W najświeższym, letnim, aż 216-stronicowym, wydaniu magazynu „All Inclusive” – to już jest nasz numer 49., kolejne wydanie będzie jubileuszowe, 50., z mnóstwem atrakcji – w dziale „Dalekie Podróże” Robert Pawełek, TravelCompass, zaprasza nas do odkrycia skarbów wybrzeża Suahili – Kenii, Tanzanii, Zanzibaru i Mozambiku. Poniżej publikujemy początek jego artykułu. Cały tekst o fascynującym wybrzeżu Suahili można przeczytać na str. 22–31 najnowszego, letniego numeru magazynu „All Inclusive”, który dostępny jest pod tym linkiem: https://www.all-inclusive.com.pl/najnowszy-numer/

Zapraszamy serdecznie do ciekawej lektury!
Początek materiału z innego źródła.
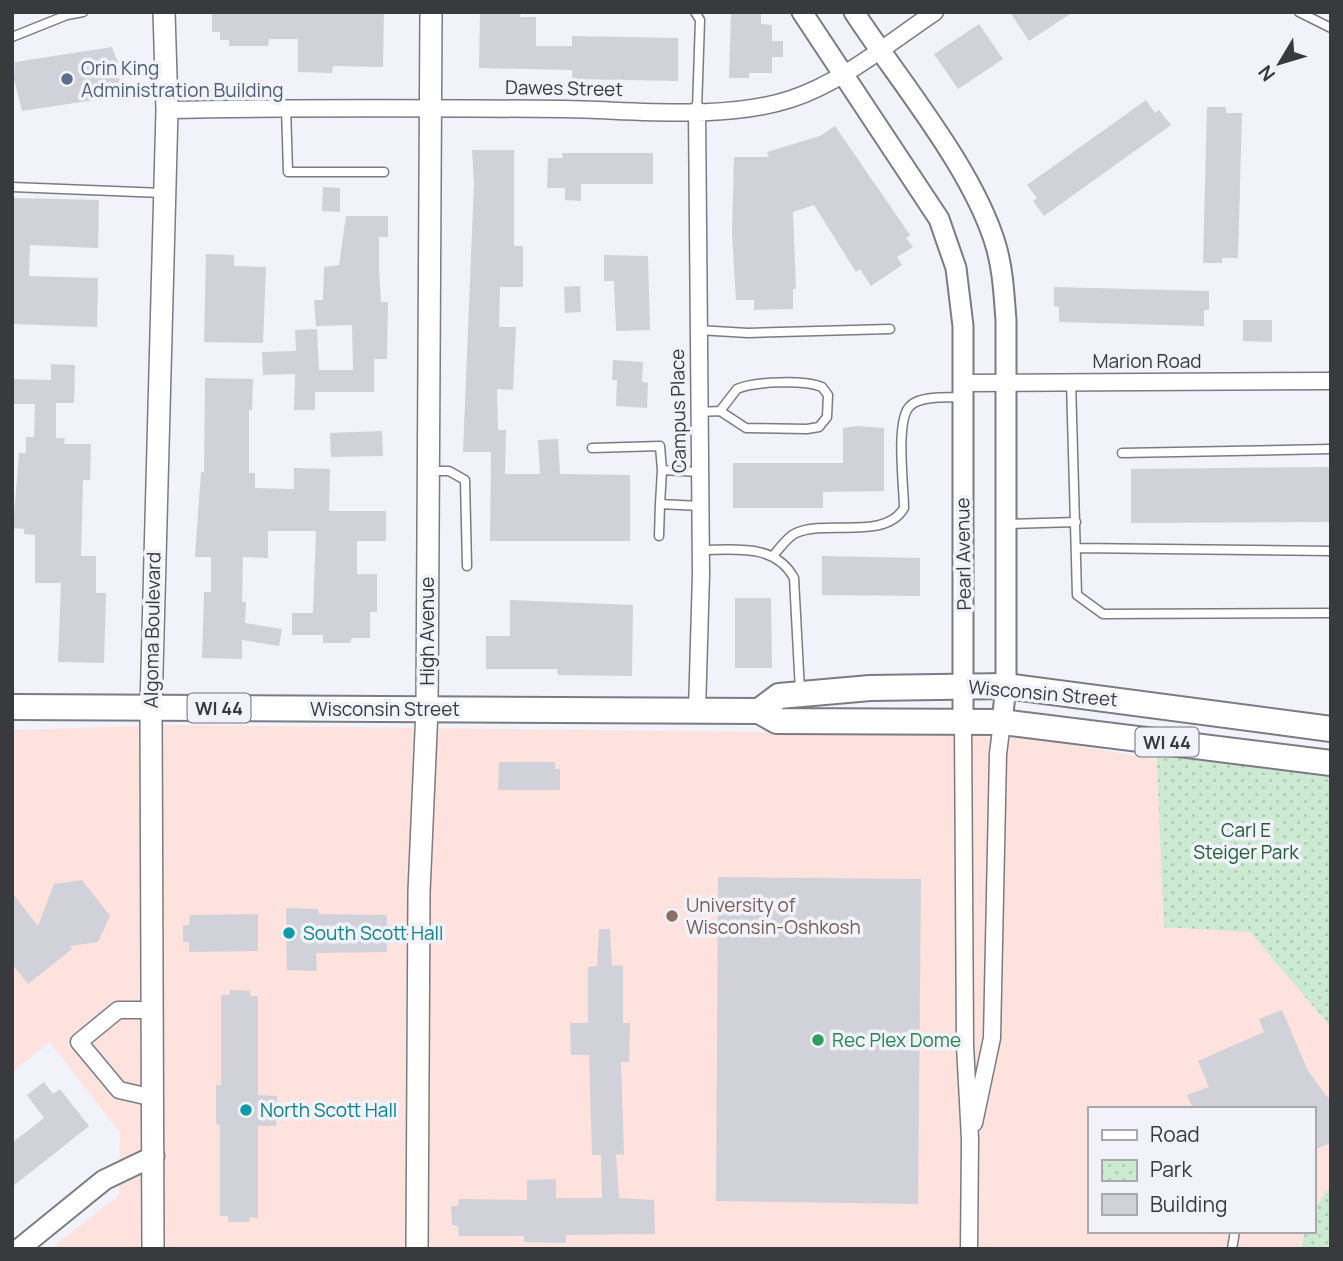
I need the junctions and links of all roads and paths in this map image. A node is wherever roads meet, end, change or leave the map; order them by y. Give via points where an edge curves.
1 (83, 12) edge
2 (164, 12) edge
3 (431, 12) edge
4 (695, 12) edge
5 (802, 12) edge
6 (854, 12) edge
7 (936, 12) edge
8 (1299, 12) edge
9 (1331, 28) edge
10 (12, 37) edge
11 (879, 50) junction
12 (843, 74) junction
13 (286, 107) junction
14 (429, 107) junction
15 (167, 110) junction
16 (697, 110) junction
17 (384, 172) dead end
18 (12, 187) edge
19 (163, 193) junction
20 (890, 329) dead end
21 (698, 330) junction
22 (1071, 381) junction
23 (1331, 381) edge
24 (1005, 383) junction
25 (963, 390) junction
26 (720, 411) junction
27 (699, 412) junction
28 (592, 448) dead end
29 (1331, 449) edge
30 (1122, 453) dead end
31 (662, 470) junction
32 (428, 471) junction
33 (700, 472) junction
34 (660, 504) junction
35 (700, 506) junction
36 (1076, 522) junction
37 (1006, 524) junction
38 (659, 536) dead end
39 (1077, 548) junction
40 (701, 550) junction
41 (1331, 551) edge
42 (773, 556) junction
43 (467, 566) dead end
44 (1331, 613) edge
45 (964, 685) junction
46 (1006, 686) junction
47 (800, 694) junction
48 (12, 707) edge
49 (151, 708) junction
50 (427, 709) junction
51 (696, 710) junction
52 (759, 711) junction
53 (963, 721) junction
54 (1002, 722) junction
55 (1331, 729) edge
56 (1331, 763) edge
57 (153, 1010) junction
58 (154, 1098) junction
59 (970, 1139) junction
60 (154, 1156) junction
61 (19, 1249) edge
62 (153, 1249) edge
63 (417, 1249) edge
64 (969, 1249) edge

1 - 10 lane
2 - 15 main road, Algoma Boulevard
3 - 14 main road, High Avenue
4 - 16 lane via 699,20
5 - 12 street, Pearl Avenue
6 - 11 street, Pearl Avenue
7 - 11 street, Dawes Street
8 - 9 lane
11 - 12 street, Dawes Street
11 - 24 street, Pearl Avenue via 985,214 1002,274
12 - 16 street, Dawes Street via 772,104
12 - 25 street, Pearl Avenue via 926,198 948,240 961,294
13 - 14 street, Dawes Street
13 - 15 street, Dawes Street
13 - 17 lane via 288,172
14 - 16 street, Dawes Street
14 - 32 main road, High Avenue
15 - 19 main road, Algoma Boulevard
16 - 21 street, Campus Place
18 - 19 lane
19 - 49 main road, Algoma Boulevard
20 - 21 lane
21 - 27 street, Campus Place
22 - 23 street, Marion Road
22 - 24 street, Marion Road
22 - 36 lane
24 - 25 street, Marion Road
24 - 37 street, Pearl Avenue
25 - 42 lane via 925,399 910,405 905,413 904,508 900,516 892,522 794,533
25 - 45 street, Pearl Avenue
26 - 26 lane via 746,428 807,429 819,427 827,417 828,395 814,383 737,389
26 - 27 lane
27 - 33 street, Campus Place
28 - 31 lane via 660,446
29 - 30 lane
31 - 33 lane
31 - 34 lane
32 - 43 lane via 449,471 465,480
32 - 50 main road, High Avenue
33 - 35 street, Campus Place
34 - 35 lane
34 - 38 lane
35 - 40 street, Campus Place
36 - 37 lane
36 - 39 lane
37 - 46 street, Pearl Avenue
39 - 41 lane
39 - 44 lane via 1077,595 1102,614
40 - 42 lane via 758,550
40 - 51 street, Campus Place
42 - 47 lane via 787,564 794,578
45 - 46 main road, Wisconsin Street / WI 44
45 - 47 main road, Wisconsin Street / WI 44
45 - 53 street, Pearl Avenue
46 - 54 street, Pearl Avenue
46 - 55 main road, Wisconsin Street / WI 44
47 - 52 main road, Wisconsin Street / WI 44 via 779,696
48 - 49 main road, Wisconsin Street / WI 44
49 - 50 main road, Wisconsin Street / WI 44
49 - 57 main road, Algoma Boulevard
50 - 51 main road, Wisconsin Street / WI 44
50 - 63 main road, High Avenue via 419,892
51 - 52 main road, Wisconsin Street / WI 44
52 - 53 main road, Wisconsin Street / WI 44 via 777,721
53 - 54 main road, Wisconsin Street / WI 44
53 - 59 street, Pearl Avenue
54 - 56 main road, Wisconsin Street / WI 44
54 - 59 street, Pearl Avenue via 992,1038
57 - 58 main road, Algoma Boulevard
57 - 58 street via 118,1010 79,1042 119,1090
58 - 60 main road, Algoma Boulevard
59 - 64 street, Pearl Avenue
60 - 61 street via 104,1180
60 - 62 main road, Algoma Boulevard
Robert Pawełek pisze, że: „Srebrzyste plaże ocienione palmami, namorzynowe bagna przecięte turkusowymi strumieniami tworzą niezwykłą, tropikalną scenerię wybrzeża Kenii, Tanzanii, Mozambiku i okolicznych wysp. Otaczają je spokojne wody i rafy koralowe, które wywołują uczucie takiej idylli, że trudno sobie wyobrazić, iż toczono tu niegdyś krwawe bitwy o strategiczne porty, powstałe w miejscu, gdzie przecinały się wielkie szlaki handlowe. Tutejsi kupcy rozkładali swoje worki z przyprawami, bele jedwabiu, szkatułki ze szlachetnymi kamieniami. Rozpostarci na miękkich matach „mkeka” i perskich dywanach godzinami dobijali targów. Sami z kolei kupowali cenną kość słoniową, uchodzące za afrodyzjak rogi nosorożców, ziarno sezamu, skorupy żółwi szylkretowych, na koniec też… niewolników. W tropikalnym lesie, ciągnącym się wzdłuż wybrzeża, ogromne wrażenie robią baobaby. Legenda głosi, że posadził je tam rozzłoszczony diabeł – nie zrobił tego, jak Pan Bóg przykazał, tylko… korzeniami do góry. Faktycznie, liczące setki lat chropowate kolosy wyglądają, jakby rosły wbrew naturze. Podobne do tykw pnie osiągają ponad 15 m grubości! Wśród gałęzi można wypatrzeć harcujące białobrode małpy. Dla tubylców, którzy wierzą, że mieszkają w nich duchy zmarłych, to święte drzewa. Przyzwyczajeni do życia w pędzie z niedowierzaniem słyszymy co chwilę: pole, pole („powoli, powoli”), wypowiadane niczym mantra przez Kenijczyków, Tanzańczyków czy Zanzibarczyków. Czas płynie wolno, odmierzany jedynie wschodami i zachodami słońca… Co jednak robić, żeby się nie zanudzić? Można wyruszyć w rejs tradycyjną łodzią dau (dhow), odwiedzić morskie parki, zanurkować przy wspaniałych rafach koralowych, wędkować na otwartym oceanie jak Ernest Hemingway, licząc na wielką rybę, czy pożeglować na… piasku! To naprawdę możliwe, dostępne tutaj bojery mają żagiel i ster, przy dobrym wietrze potrafią się nieźle rozpędzić. Szczęśliwie, w wielu miejscach na tym malowniczym wybrzeżu architekci uniknęli tworzenia turystycznych molochów. Ośrodki hotelowe wkomponowali umiejętnie w otoczenie tropikalnych ogrodów, palm, starych baobabów i kwiatów. Tym stylem architektonicznym nawiązali do wzorów afrykańskich, o czym świadczą makuti, okrągłe chaty kryte przewiewnymi dachami z liści bananowca. Niepozorne z zewnątrz, w środku jednak zapewniają pełen komfort. Czekają tu na nas baseny, prysznice, łazienki, klimatyzacja i dobrze schłodzony szampan w lodówce!”.   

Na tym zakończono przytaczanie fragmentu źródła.